• **Task goal**
Restate, exactly as written, the entries below from the line that holds "middle dip: (1174, 883)" through the line that holds "pinky tip: (268, 224)". Pictures are not part of the copy.

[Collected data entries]
○ ○ ○ ○
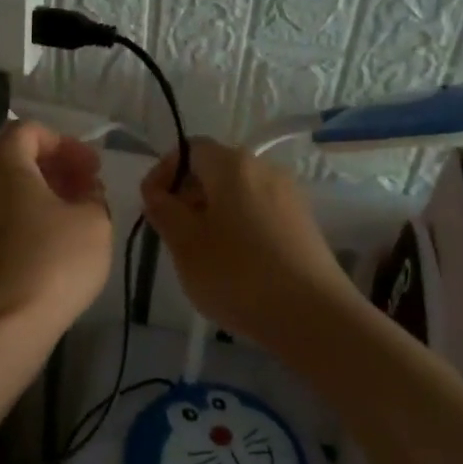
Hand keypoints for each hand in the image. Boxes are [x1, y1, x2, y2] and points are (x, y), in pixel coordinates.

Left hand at [0, 121, 112, 341]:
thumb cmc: (51, 262)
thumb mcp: (94, 222)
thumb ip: (93, 196)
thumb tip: (84, 191)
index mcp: (1, 163)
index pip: (29, 131)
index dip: (66, 144)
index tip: (92, 168)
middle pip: (11, 160)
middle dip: (50, 169)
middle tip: (83, 189)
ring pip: (0, 193)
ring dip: (35, 197)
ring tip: (69, 219)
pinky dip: (18, 222)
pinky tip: (45, 246)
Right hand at [140, 138, 362, 349]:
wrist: (312, 314)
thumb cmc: (238, 274)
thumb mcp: (185, 245)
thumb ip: (164, 211)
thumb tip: (157, 192)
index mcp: (233, 165)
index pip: (190, 149)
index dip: (164, 172)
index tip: (150, 205)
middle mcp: (265, 169)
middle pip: (216, 169)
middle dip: (187, 195)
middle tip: (171, 233)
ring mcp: (289, 196)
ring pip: (239, 194)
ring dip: (213, 213)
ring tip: (200, 253)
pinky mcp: (303, 224)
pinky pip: (260, 213)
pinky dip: (239, 227)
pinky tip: (234, 264)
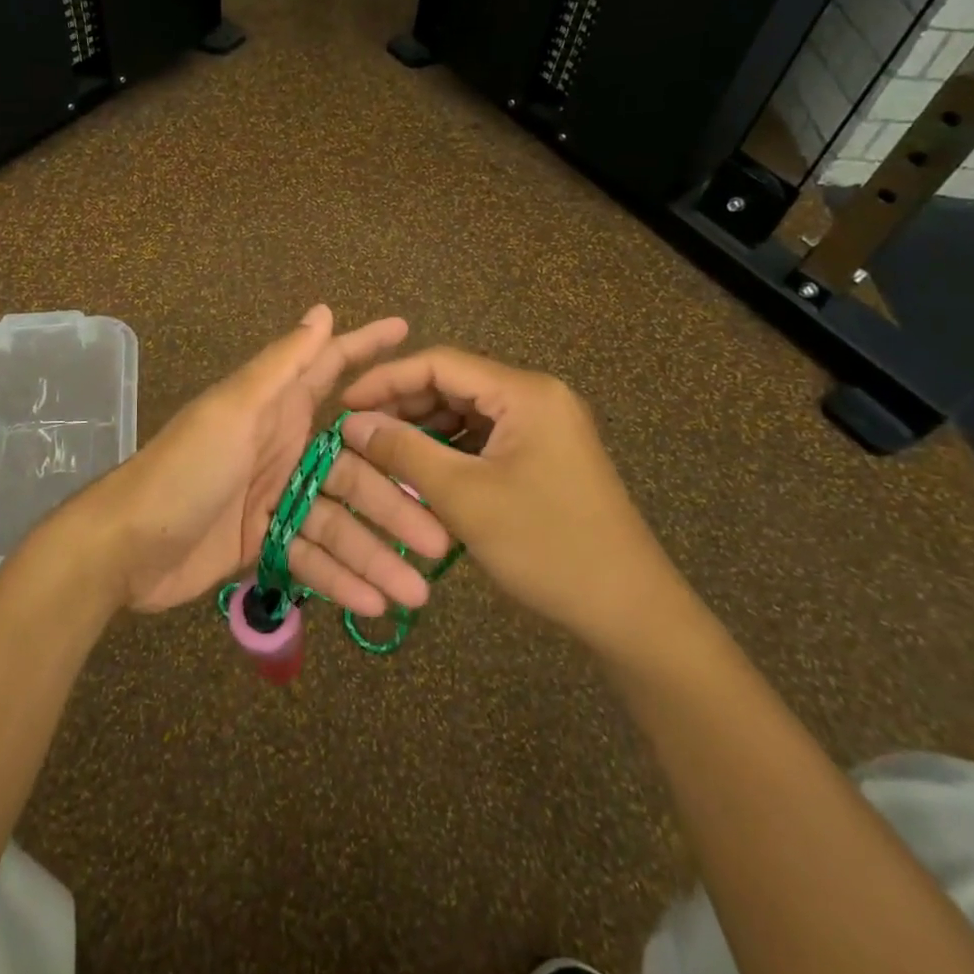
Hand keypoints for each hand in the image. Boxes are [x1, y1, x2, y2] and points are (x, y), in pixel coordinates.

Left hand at [84, 307, 452, 614]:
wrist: (124, 545)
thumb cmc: (184, 467)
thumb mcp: (235, 409)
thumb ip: (281, 366)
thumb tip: (322, 310)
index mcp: (276, 408)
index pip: (331, 369)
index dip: (368, 348)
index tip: (411, 333)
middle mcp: (283, 448)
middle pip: (354, 470)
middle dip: (396, 501)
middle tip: (442, 534)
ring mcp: (275, 499)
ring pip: (340, 523)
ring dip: (376, 554)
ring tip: (417, 592)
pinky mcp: (263, 543)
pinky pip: (311, 558)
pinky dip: (339, 579)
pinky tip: (373, 603)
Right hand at [339, 347, 683, 650]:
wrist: (630, 610)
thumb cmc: (546, 546)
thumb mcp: (465, 497)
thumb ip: (404, 451)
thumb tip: (353, 423)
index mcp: (524, 392)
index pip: (440, 363)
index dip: (386, 379)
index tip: (344, 405)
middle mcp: (537, 397)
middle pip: (454, 384)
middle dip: (403, 406)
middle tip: (358, 433)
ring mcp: (544, 426)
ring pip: (467, 413)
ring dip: (424, 429)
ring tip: (382, 453)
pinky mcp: (545, 454)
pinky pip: (485, 438)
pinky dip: (451, 450)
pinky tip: (422, 471)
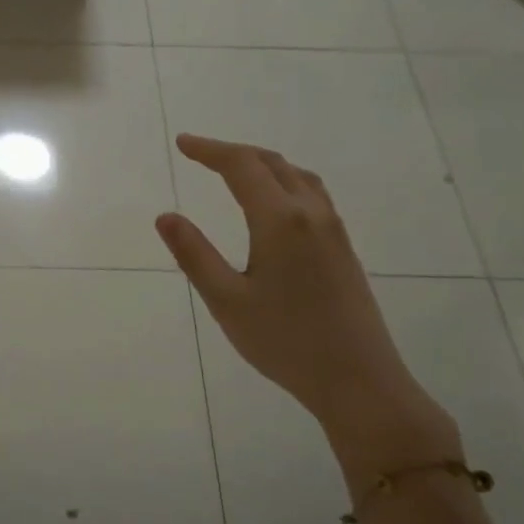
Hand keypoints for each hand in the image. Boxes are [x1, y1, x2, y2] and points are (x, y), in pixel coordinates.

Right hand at [156, 135, 453, 455]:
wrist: (358, 379)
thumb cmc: (284, 341)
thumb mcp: (226, 300)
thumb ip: (194, 254)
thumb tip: (165, 216)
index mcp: (280, 221)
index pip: (241, 167)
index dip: (209, 150)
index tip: (182, 143)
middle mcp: (311, 214)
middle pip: (272, 163)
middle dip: (233, 153)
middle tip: (199, 153)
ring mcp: (333, 230)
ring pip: (297, 176)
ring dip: (262, 164)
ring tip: (233, 170)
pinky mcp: (343, 248)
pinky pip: (311, 194)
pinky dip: (283, 181)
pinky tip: (273, 203)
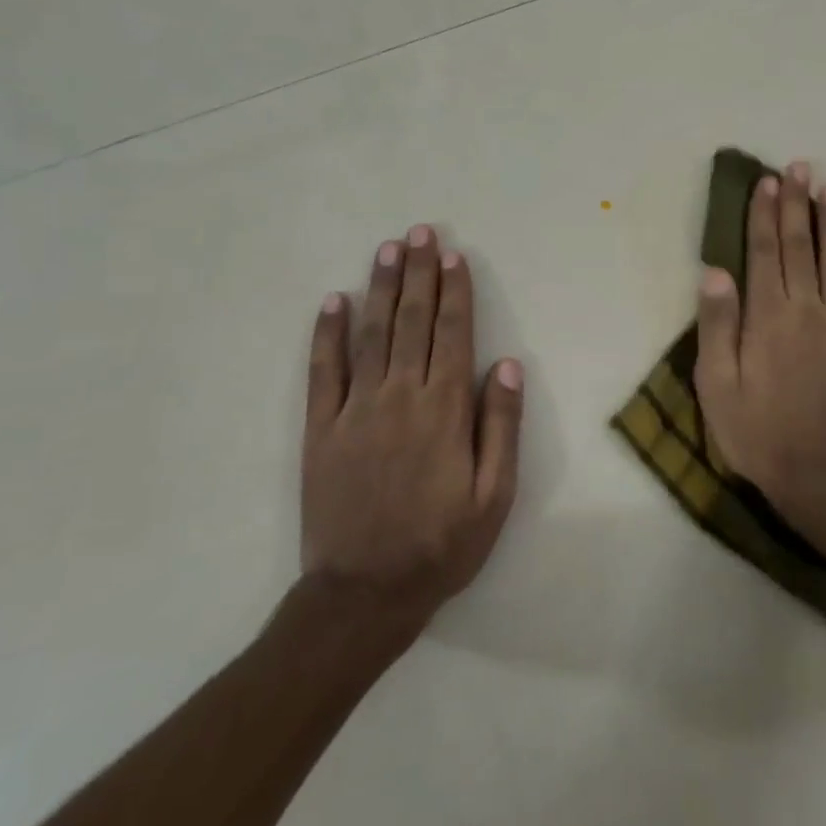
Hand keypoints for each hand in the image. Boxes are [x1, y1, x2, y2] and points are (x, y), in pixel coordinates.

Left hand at [300, 225, 521, 627]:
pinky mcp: (320, 429)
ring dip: (380, 288)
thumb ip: (501, 427)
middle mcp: (400, 397)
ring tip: (387, 250)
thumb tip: (505, 365)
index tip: (454, 256)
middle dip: (419, 274)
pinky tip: (333, 301)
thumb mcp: (494, 496)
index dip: (455, 292)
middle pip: (412, 322)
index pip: (452, 335)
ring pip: (370, 335)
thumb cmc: (442, 545)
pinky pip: (323, 371)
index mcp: (445, 411)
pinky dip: (327, 334)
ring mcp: (355, 410)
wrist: (365, 593)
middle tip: (420, 232)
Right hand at [694, 161, 825, 527]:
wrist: (819, 477)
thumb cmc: (756, 433)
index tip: (767, 182)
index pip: (763, 252)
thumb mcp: (716, 384)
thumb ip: (717, 325)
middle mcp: (807, 310)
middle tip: (800, 168)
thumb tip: (715, 271)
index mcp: (767, 316)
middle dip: (797, 206)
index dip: (764, 214)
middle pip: (800, 248)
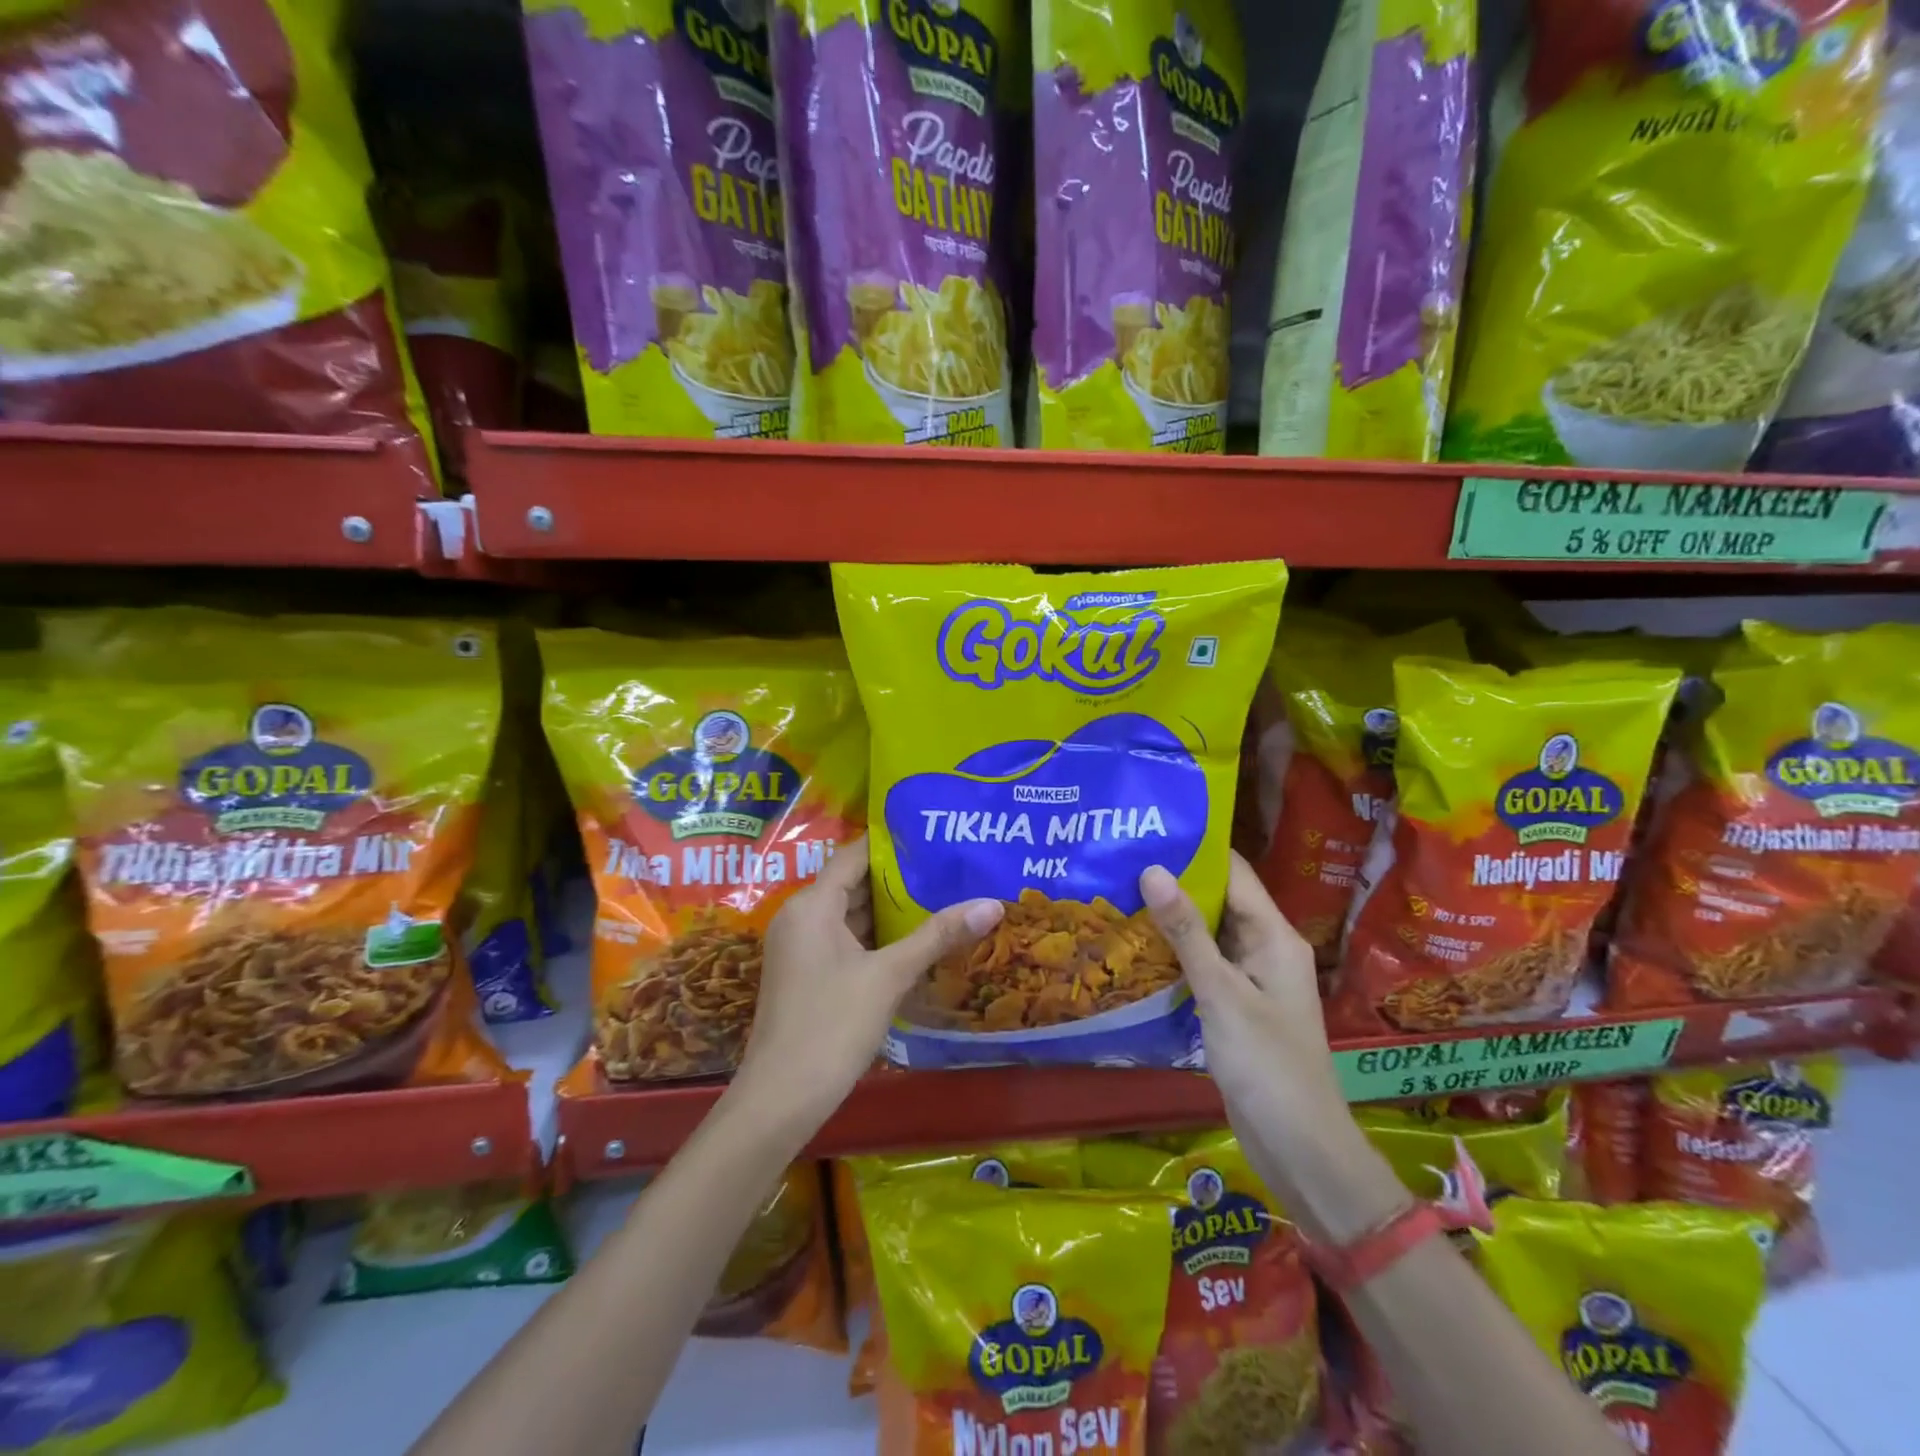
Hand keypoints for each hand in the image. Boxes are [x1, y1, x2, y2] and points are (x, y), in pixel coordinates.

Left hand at [729, 838, 1003, 1135]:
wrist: (781, 1100)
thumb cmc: (832, 1025)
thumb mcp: (889, 976)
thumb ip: (938, 936)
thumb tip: (993, 903)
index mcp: (812, 905)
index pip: (854, 855)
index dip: (893, 845)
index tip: (935, 836)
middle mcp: (801, 917)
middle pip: (854, 884)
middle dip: (900, 879)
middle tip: (950, 868)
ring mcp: (801, 948)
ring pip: (851, 916)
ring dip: (891, 911)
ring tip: (943, 897)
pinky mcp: (807, 975)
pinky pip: (845, 941)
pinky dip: (877, 938)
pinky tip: (916, 942)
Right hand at [1140, 855, 1370, 1218]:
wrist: (1300, 1150)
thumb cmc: (1267, 1066)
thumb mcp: (1221, 994)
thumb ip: (1186, 932)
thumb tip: (1152, 869)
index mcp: (1275, 937)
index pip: (1234, 874)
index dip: (1195, 850)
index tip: (1147, 833)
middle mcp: (1266, 949)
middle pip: (1219, 901)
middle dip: (1174, 883)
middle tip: (1120, 863)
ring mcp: (1252, 980)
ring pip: (1208, 935)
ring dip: (1170, 919)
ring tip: (1117, 895)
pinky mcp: (1236, 1007)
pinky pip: (1204, 966)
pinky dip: (1175, 955)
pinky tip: (1136, 948)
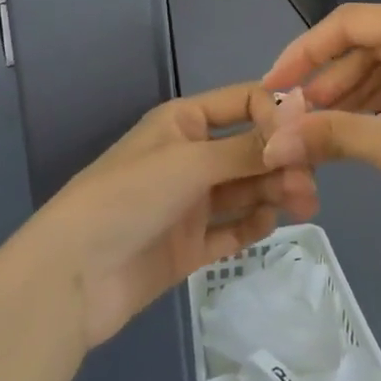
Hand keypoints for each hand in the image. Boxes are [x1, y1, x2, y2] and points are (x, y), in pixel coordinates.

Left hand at [35, 83, 318, 347]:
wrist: (71, 277)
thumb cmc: (129, 198)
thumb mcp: (191, 162)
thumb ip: (247, 147)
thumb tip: (300, 119)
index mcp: (184, 123)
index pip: (244, 103)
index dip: (277, 115)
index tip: (306, 137)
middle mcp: (190, 158)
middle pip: (251, 150)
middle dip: (282, 161)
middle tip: (308, 185)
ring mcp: (190, 204)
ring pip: (246, 190)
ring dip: (275, 191)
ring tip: (302, 205)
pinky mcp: (189, 245)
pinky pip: (232, 229)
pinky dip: (253, 224)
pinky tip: (268, 224)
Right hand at [257, 3, 380, 262]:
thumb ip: (328, 134)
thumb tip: (272, 143)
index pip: (352, 23)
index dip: (305, 52)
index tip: (273, 86)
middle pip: (373, 44)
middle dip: (330, 81)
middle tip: (294, 117)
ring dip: (354, 97)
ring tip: (318, 129)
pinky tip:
○ ○ ○ ○
• **Exercise solution**
middle dip: (1174, 883)
middle tip: (1120, 863)
ring mcp: (1252, 980)
ring pip: (1208, 935)
ring dip: (1170, 919)
ring tip: (1117, 895)
pinky mcp: (1236, 1007)
pinky pip: (1204, 966)
pinky dip: (1175, 955)
pinky tip: (1136, 948)
Hand keypoints for each hand in the image. Boxes are [x1, y1, x2, y2] and points are (x, y), in pixel coordinates.

Left hand at [35, 83, 318, 347]:
wrist: (71, 277)
thumb cmc: (129, 198)
thumb mcp: (191, 162)
thumb ip: (247, 147)
thumb tip: (300, 119)
index mcp: (184, 123)
index pip: (244, 103)
index dip: (277, 115)
index tip: (306, 137)
middle mcp: (190, 158)
middle pip: (251, 150)
middle dip: (282, 161)
middle tip: (308, 185)
ring mcp: (190, 204)
ring pip: (246, 190)
ring dip: (275, 191)
ring tip: (302, 205)
pinky mcp: (189, 245)
pinky pip: (232, 229)
pinky dip: (253, 224)
pinky tip: (268, 224)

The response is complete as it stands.